(Stored items)
--
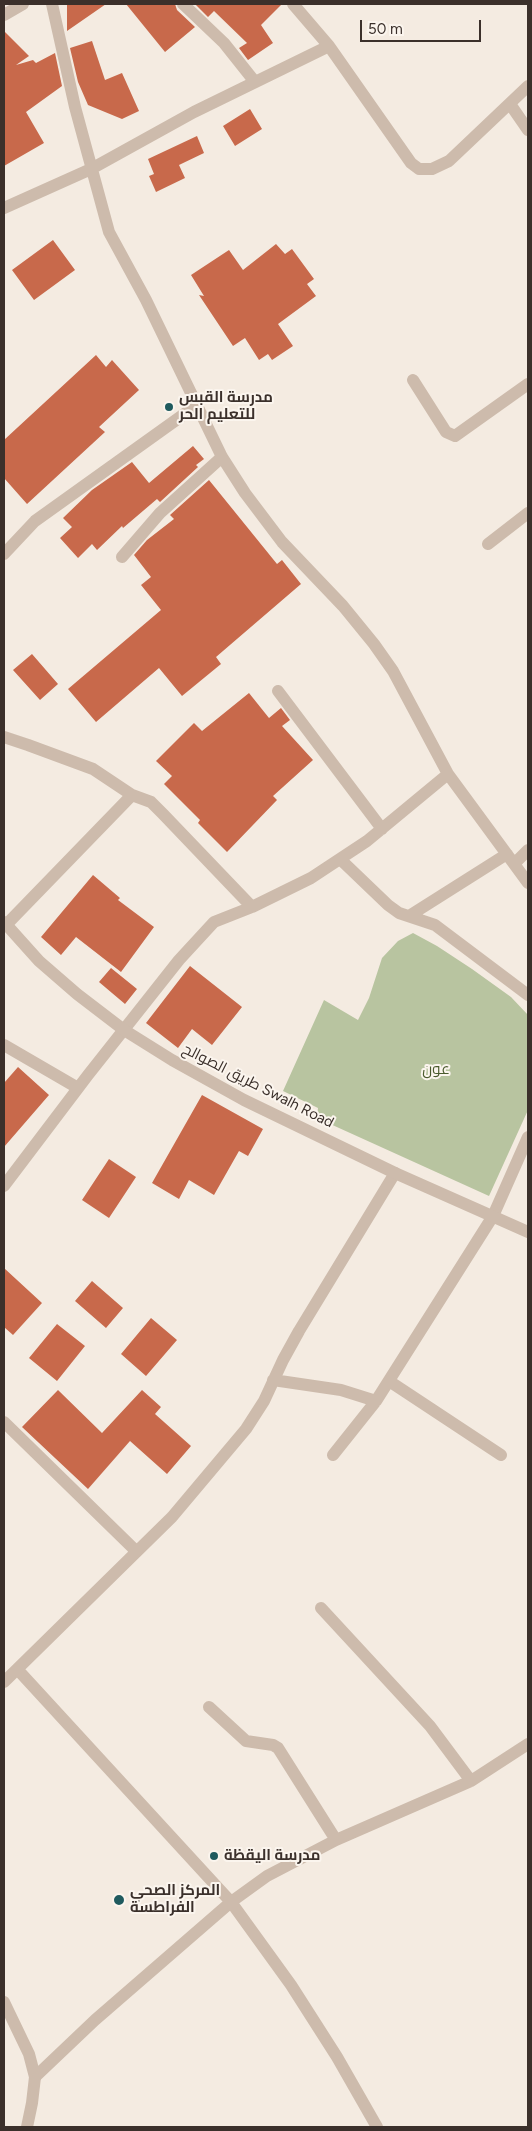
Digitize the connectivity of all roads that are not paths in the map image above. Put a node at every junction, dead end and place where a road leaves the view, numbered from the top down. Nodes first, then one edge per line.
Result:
1 (23, 4) edge
2 (52, 4) edge
3 (183, 4) edge
4 (293, 4) edge
5 (4, 15) edge
6 (329, 46) junction
7 (255, 82) junction
8 (528, 86) edge
9 (510, 104) junction
10 (528, 130) edge
11 (91, 169) junction
12 (4, 208) edge
13 (413, 380) dead end
14 (528, 384) edge
15 (197, 404) junction
16 (222, 457) junction
17 (528, 513) edge
18 (488, 544) dead end
19 (4, 554) edge
20 (122, 557) dead end
21 (278, 691) dead end
22 (4, 738) edge
23 (448, 774) junction
24 (132, 795) junction
25 (382, 829) junction
26 (528, 850) edge
27 (340, 859) junction
28 (511, 859) junction
29 (528, 882) edge
30 (252, 907) junction
31 (409, 916) junction
32 (5, 923) edge
33 (528, 995) edge
34 (124, 1030) junction
35 (4, 1046) edge
36 (78, 1088) junction
37 (528, 1137) edge
38 (394, 1173) junction
39 (4, 1186) edge
40 (493, 1216) junction
41 (528, 1232) edge
42 (274, 1380) junction
43 (389, 1381) junction
44 (376, 1401) junction
45 (4, 1422) edge
46 (333, 1455) dead end
47 (502, 1455) dead end
48 (136, 1551) junction
49 (320, 1608) dead end
50 (18, 1670) junction
51 (4, 1682) edge
52 (210, 1707) dead end
53 (528, 1744) edge
54 (471, 1781) junction
55 (336, 1840) junction
56 (231, 1902) junction
57 (4, 2002) edge
58 (35, 2077) junction
59 (27, 2127) edge
60 (378, 2127) edge

1 - 5 street
2 - 11 street
3 - 7 street
4 - 6 street
6 - 7 street
6 - 9 street
7 - 11 street
8 - 9 street
9 - 10 street
11 - 12 street
11 - 15 street
13 - 14 street
15 - 16 street
15 - 19 street
16 - 20 street
16 - 23 street
17 - 18 street
21 - 25 street
22 - 24 street
23 - 25 street
23 - 28 street
24 - 30 street
24 - 32 street
25 - 27 street
26 - 28 street
27 - 30 street
27 - 31 street
28 - 29 street
28 - 31 street
30 - 34 street
31 - 33 street
32 - 34 street, طريق الصوالح Swalh Road
34 - 36 street
34 - 38 street, طريق الصوالح Swalh Road
35 - 36 street
36 - 39 street
37 - 40 street
38 - 40 street, طريق الصوالح Swalh Road
38 - 42 street
40 - 41 street, طريق الصوالح Swalh Road
40 - 43 street
42 - 44 street
42 - 48 street
43 - 44 street
43 - 47 street
44 - 46 street
45 - 48 street
48 - 50 street
49 - 54 street
50 - 51 street
50 - 56 street
52 - 55 street
53 - 54 street
54 - 55 street
55 - 56 street
56 - 58 street
56 - 60 street
57 - 58 street
58 - 59 street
--
Please output all of the entries above exactly, but without any picture.

Digitize the connectivity of all roads that are not paths in the map image above. Put a node at every junction, dead end and place where a road leaves the view, numbered from the top down. Nodes first, then one edge per line.
Result:
1 (23, 4) edge
2 (52, 4) edge
3 (183, 4) edge
4 (293, 4) edge
5 (4, 15) edge
6 (329, 46) junction
7 (255, 82) junction
8 (528, 86) edge
9 (510, 104) junction
10 (528, 130) edge
11 (91, 169) junction
12 (4, 208) edge
13 (413, 380) dead end
14 (528, 384) edge
15 (197, 404) junction
16 (222, 457) junction
17 (528, 513) edge
18 (488, 544) dead end
19 (4, 554) edge
20 (122, 557) dead end
21 (278, 691) dead end
22 (4, 738) edge
23 (448, 774) junction
24 (132, 795) junction
25 (382, 829) junction
26 (528, 850) edge
27 (340, 859) junction
28 (511, 859) junction
29 (528, 882) edge
30 (252, 907) junction
31 (409, 916) junction
32 (5, 923) edge
33 (528, 995) edge
34 (124, 1030) junction
35 (4, 1046) edge
36 (78, 1088) junction
37 (528, 1137) edge
38 (394, 1173) junction
39 (4, 1186) edge
40 (493, 1216) junction
41 (528, 1232) edge
42 (274, 1380) junction
43 (389, 1381) junction
44 (376, 1401) junction
45 (4, 1422) edge
46 (333, 1455) dead end
47 (502, 1455) dead end
48 (136, 1551) junction
49 (320, 1608) dead end
50 (18, 1670) junction
51 (4, 1682) edge
52 (210, 1707) dead end
53 (528, 1744) edge
54 (471, 1781) junction
55 (336, 1840) junction
56 (231, 1902) junction
57 (4, 2002) edge
58 (35, 2077) junction
59 (27, 2127) edge
60 (378, 2127) edge

1 - 5 street
2 - 11 street
3 - 7 street
4 - 6 street
6 - 7 street
6 - 9 street
7 - 11 street
8 - 9 street
9 - 10 street
11 - 12 street
11 - 15 street
13 - 14 street
15 - 16 street
15 - 19 street
16 - 20 street
16 - 23 street
17 - 18 street
21 - 25 street
22 - 24 street
23 - 25 street
23 - 28 street
24 - 30 street
24 - 32 street
25 - 27 street
26 - 28 street
27 - 30 street
27 - 31 street
28 - 29 street
28 - 31 street
30 - 34 street
31 - 33 street
32 - 34 street, طريق الصوالح Swalh Road
34 - 36 street
34 - 38 street, طريق الصوالح Swalh Road
35 - 36 street
36 - 39 street
37 - 40 street
38 - 40 street, طريق الصوالح Swalh Road
38 - 42 street
40 - 41 street, طريق الصوالح Swalh Road
40 - 43 street
42 - 44 street
42 - 48 street
43 - 44 street
43 - 47 street
44 - 46 street
45 - 48 street
48 - 50 street
49 - 54 street
50 - 51 street
50 - 56 street
52 - 55 street
53 - 54 street
54 - 55 street
55 - 56 street
56 - 58 street
56 - 60 street
57 - 58 street
58 - 59 street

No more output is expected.